What the exercise asks: When a line below holds the string "Park", show that line.
━━ Record extracts ━━
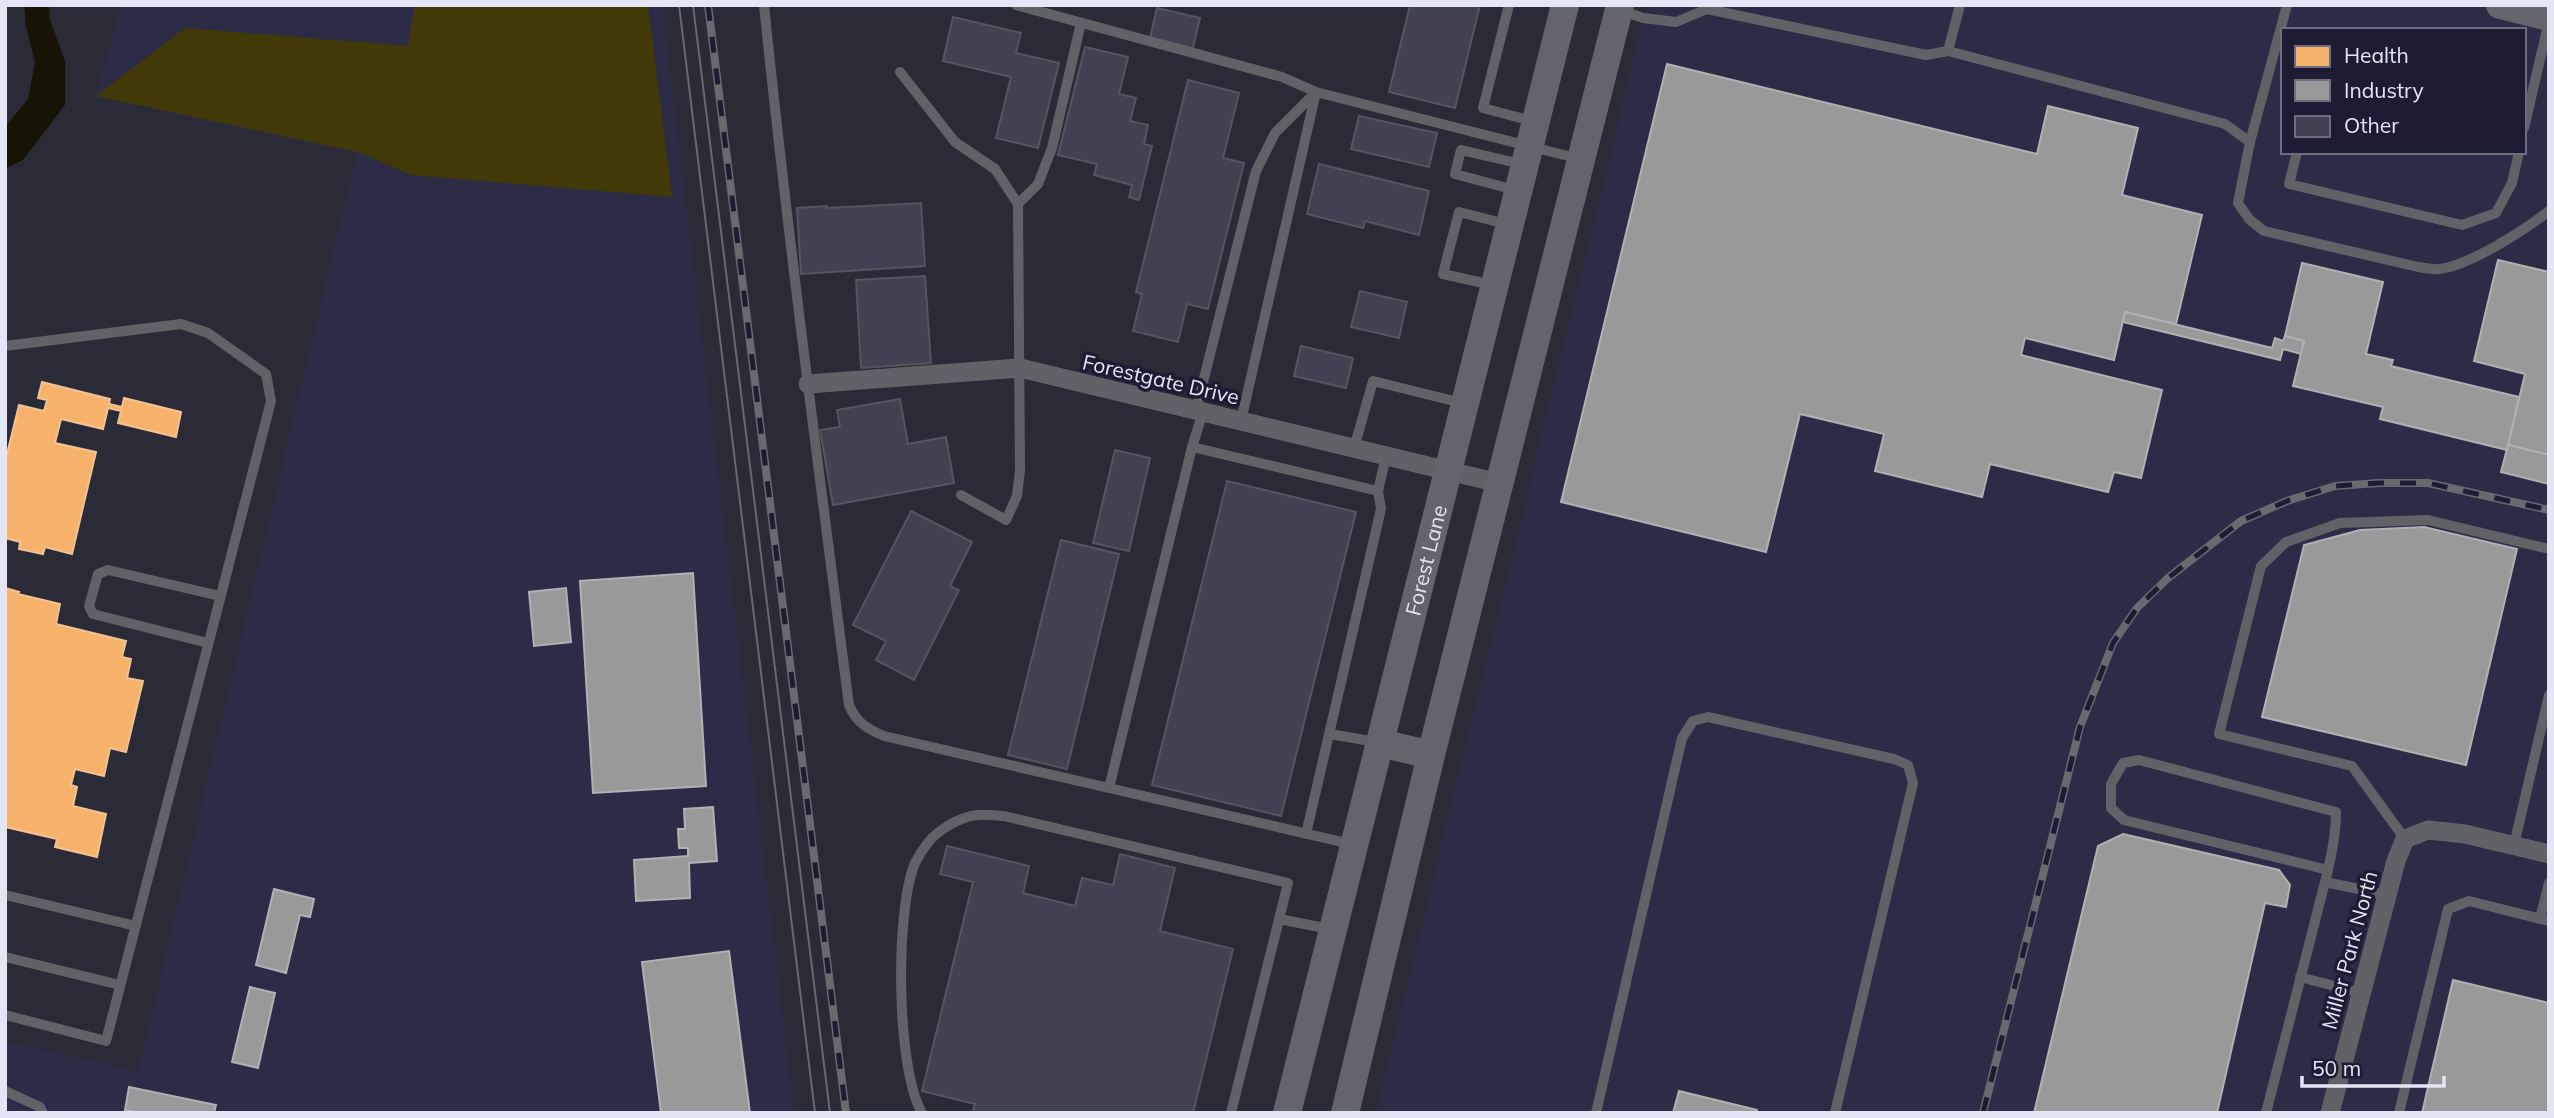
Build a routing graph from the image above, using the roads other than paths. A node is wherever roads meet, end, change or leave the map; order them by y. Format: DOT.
graph roads {
  1 [pos="764,5"];
  2 [pos="1016,5"];
  3 [pos="1509,5"];
  4 [pos="1566,5"];
  5 [pos="1960,5"];
  6 [pos="2287,5"];
  7 [pos="2500,5"];
  8 [pos="1620,8"];
  9 [pos="2549,19"];
  10 [pos="1081,23"];
  11 [pos="2283,28"];
  12 [pos="2281,40"];
  13 [pos="1948,51"];
  14 [pos="2278,57"];
  15 [pos="900,72"];
  16 [pos="1316,92"];
  17 [pos="2526,119"];
  18 [pos="2250,142"];
  19 [pos="2296,154"];
  20 [pos="2519,154"];
  21 [pos="1528,156"];
  22 [pos="1581,159"];
  23 [pos="1018,204"];
  24 [pos="2549,211"];
  25 [pos="1510,225"];
  26 [pos="1495,286"];
  27 [pos="5,346"];
  28 [pos="1020,368"];
  29 [pos="808,384"];
  30 [pos="1466,404"];
  31 [pos="1199,411"];
  32 [pos="1241,421"];
  33 [pos="1192,447"];
  34 [pos="1354,448"];
  35 [pos="1386,456"];
  36 [pos="1448,470"];
  37 [pos="1499,483"];
  38 [pos="1378,491"];
  39 [pos="961,495"];
  40 [pos="2549,549"];
  41 [pos="220,596"];
  42 [pos="208,643"];
  43 [pos="2549,695"];
  44 [pos="1330,734"];
  45 [pos="1380,743"];
  46 [pos="1431,755"];
  47 [pos="1108,788"];
  48 [pos="1306,834"];
  49 [pos="2405,839"];
  50 [pos="1354,844"];
  51 [pos="2514,845"];
  52 [pos="2549,854"];
  53 [pos="2328,870"];
  54 [pos="2325,882"];
  55 [pos="2549,883"];
  56 [pos="5,895"];
  57 [pos="2387,895"];
  58 [pos="1279,919"];
  59 [pos="2545,920"];
  60 [pos="136,926"];
  61 [pos="1332,930"];
  62 [pos="5,957"];
  63 [pos="2300,977"];
  64 [pos="120,985"];
  65 [pos="2361,993"];
  66 [pos="5,1015"];
  67 [pos="5,1091"];
  68 [pos="43,1113"];
  69 [pos="922,1113"];
  70 [pos="1231,1113"];
  71 [pos="1286,1113"];
  72 [pos="1345,1113"];
  73 [pos="1596,1113"];
  74 [pos="1835,1113"];
  75 [pos="2266,1113"];
  76 [pos="2330,1113"];
  77 [pos="2399,1113"];
  1 -- 29 [label="lane"];
  2 -- 10 [label="lane"];
  3 -- 21 [label="lane"];
  4 -- 21 [label="main road, Forest Lane"];
  5 -- 13 [label="lane"];
  6 -- 11 [label="lane"];
  7 -- 9 [label="main road"];
  8 -- 13 [label="lane"];
  8 -- 22 [label="main road"];
  9 -- 17 [label="lane"];
  10 -- 16 [label="lane"];
  10 -- 23 [label="lane"];
  12 -- 14 [label="lane"];
  13 -- 18 [label="lane"];
  14 -- 18 [label="lane"];
  15 -- 23 [label="lane"];
  16 -- 21 [label="lane"];
  16 -- 31 [label="lane"];
  16 -- 32 [label="lane"];
  18 -- 24 [label="lane"];
  19 -- 20 [label="lane"];
  21 -- 21 [label="lane"];
  21 -- 22 [label="lane"];
  21 -- 25 [label="main road, Forest Lane"];
  22 -- 37 [label="main road"];
  23 -- 28 [label="lane"];
  25 -- 26 [label="main road, Forest Lane"];
  25 -- 26 [label="lane"];
  26 -- 30 [label="main road, Forest Lane"];
  27 -- 41 [label="lane"];
  28 -- 29 [label="street, Forestgate Drive"];
  28 -- 31 [label="street, Forestgate Drive"];
  28 -- 39 [label="lane"];
  29 -- 47 [label="lane"];
  30 -- 34 [label="lane"];
  30 -- 36 [label="main road, Forest Lane"];
  31 -- 32 [label="street, Forestgate Drive"];
  31 -- 33 [label="lane"];
  32 -- 34 [label="street, Forestgate Drive"];
  33 -- 38 [label="lane"];
  33 -- 47 [label="lane"];
  34 -- 35 [label="street, Forestgate Drive"];
  35 -- 36 [label="street, Forestgate Drive"];
  35 -- 38 [label="lane"];
  36 -- 37 [label="street, Forestgate Drive"];
  36 -- 45 [label="main road, Forest Lane"];
  37 -- 46 [label="main road"];
  38 -- 44 [label="lane"];
  40 -- 49 [label="lane"];
  41 -- 42 [label="lane"];
  41 -- 42 [label="lane"];
  42 -- 60 [label="lane"];
  43 -- 51 [label="lane"];
  44 -- 45 [label="lane"];
  44 -- 48 [label="lane"];
  45 -- 46 [label="main road"];
  45 -- 50 [label="main road, Forest Lane"];
  46 -- 72 [label="main road"];
  47 -- 48 [label="lane"];
  48 -- 50 [label="lane"];
  49 -- 51 [label="street"];
  49 -- 57 [label="street, Miller Park North"];
  50 -- 61 [label="main road, Forest Lane"];
  51 -- 52 [label="street"];
  53 -- 53 [label="lane"];
  53 -- 54 [label="lane"];
  54 -- 57 [label="lane"];
  54 -- 63 [label="lane"];
  55 -- 59 [label="lane"];
  56 -- 60 [label="lane"];
  57 -- 65 [label="street, Miller Park North"];
  58 -- 61 [label="lane"];
  58 -- 69 [label="lane"];
  58 -- 70 [label="lane"];
  59 -- 77 [label="lane"];
  60 -- 64 [label="lane"];
  61 -- 71 [label="main road, Forest Lane"];
  62 -- 64 [label="lane"];
  63 -- 65 [label="lane"];
  63 -- 75 [label="lane"];
  64 -- 66 [label="lane"];
  65 -- 76 [label="street, Miller Park North"];
  67 -- 68 [label="lane"];
  73 -- 74 [label="lane"];
}
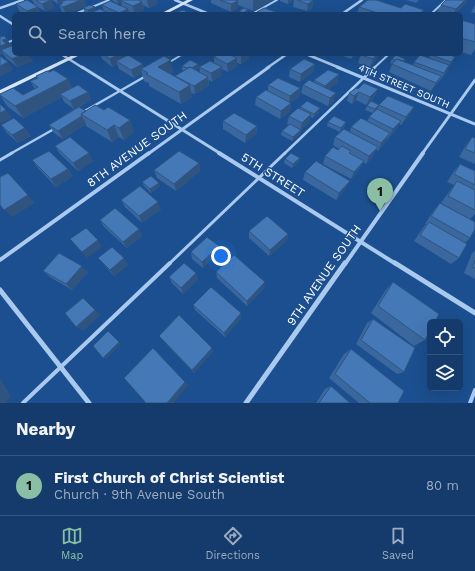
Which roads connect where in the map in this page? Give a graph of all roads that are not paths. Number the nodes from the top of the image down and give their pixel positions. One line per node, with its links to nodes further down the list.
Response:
1 (23, 0): 9 (street)
2 (109, 0): 10 (lane)
3 (175, 0): 8 (street)
4 (191, 0): 8 (street)
5 (277, 0): 13 (lane)
6 (362, 0): 14 (street)
7 (446, 0): 15 (lane)
8 (184, 4): 11 (street); 12 (street)
9 (0, 8)
10 (80, 12)
11 (166, 12)
12 (204, 12)
13 (256, 12)
14 (345, 12)
15 (433, 12)
16 (0, 16): 17 (street)
17 (12, 24)
18 (12, 41): 19 (lane)
19 (0, 45)
20 (64, 56): 26 (street, 5TH STREET)
21 (75, 56): 26 (street)
22 (180, 56): 27 (lane)
23 (284, 56): 37 (street, 8TH AVENUE SOUTH)
24 (311, 56): 29 (street, 4TH STREET SOUTH)
25 (387, 56): 29 (lane)
26 (69, 59): 31 (street, 5TH STREET); 32 (street)
27 (164, 65)
28 (151, 72): 31 (lane)
29 (364, 78): 34 (street, 4TH STREET SOUTH); 39 (lane)
30 (475, 80): 34 (street, 9TH AVENUE SOUTH)
31 (120, 91): 33 (lane); 37 (street, 5TH STREET)
32 (0, 92)
33 (80, 114)
34 (450, 114): 35 (street, 4TH STREET SOUTH); 40 (street, 9TH AVENUE SOUTH)
35 (475, 124)
36 (60, 125): 38 (lane)
37 (181, 130): 39 (street, 5TH STREET); 41 (street, 8TH AVENUE SOUTH)
38 (0, 160)
39 (259, 178): 40 (street, 5TH STREET); 44 (lane)
40 (360, 241): 43 (street, 5TH STREET); 48 (street, 9TH AVENUE SOUTH)
41 (0, 260)
42 (0, 290): 44 (street)
43 (475, 313)
44 (60, 367): 46 (lane); 47 (street)
45 (475, 390): 49 (lane)
46 (23, 403)
47 (89, 403)
48 (246, 403)
49 (470, 403)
━━━
Exercise answer:
  49 -- 57 [label="street, Miller Park North"];
  57 -- 65 [label="street, Miller Park North"];
  65 -- 76 [label="street, Miller Park North"];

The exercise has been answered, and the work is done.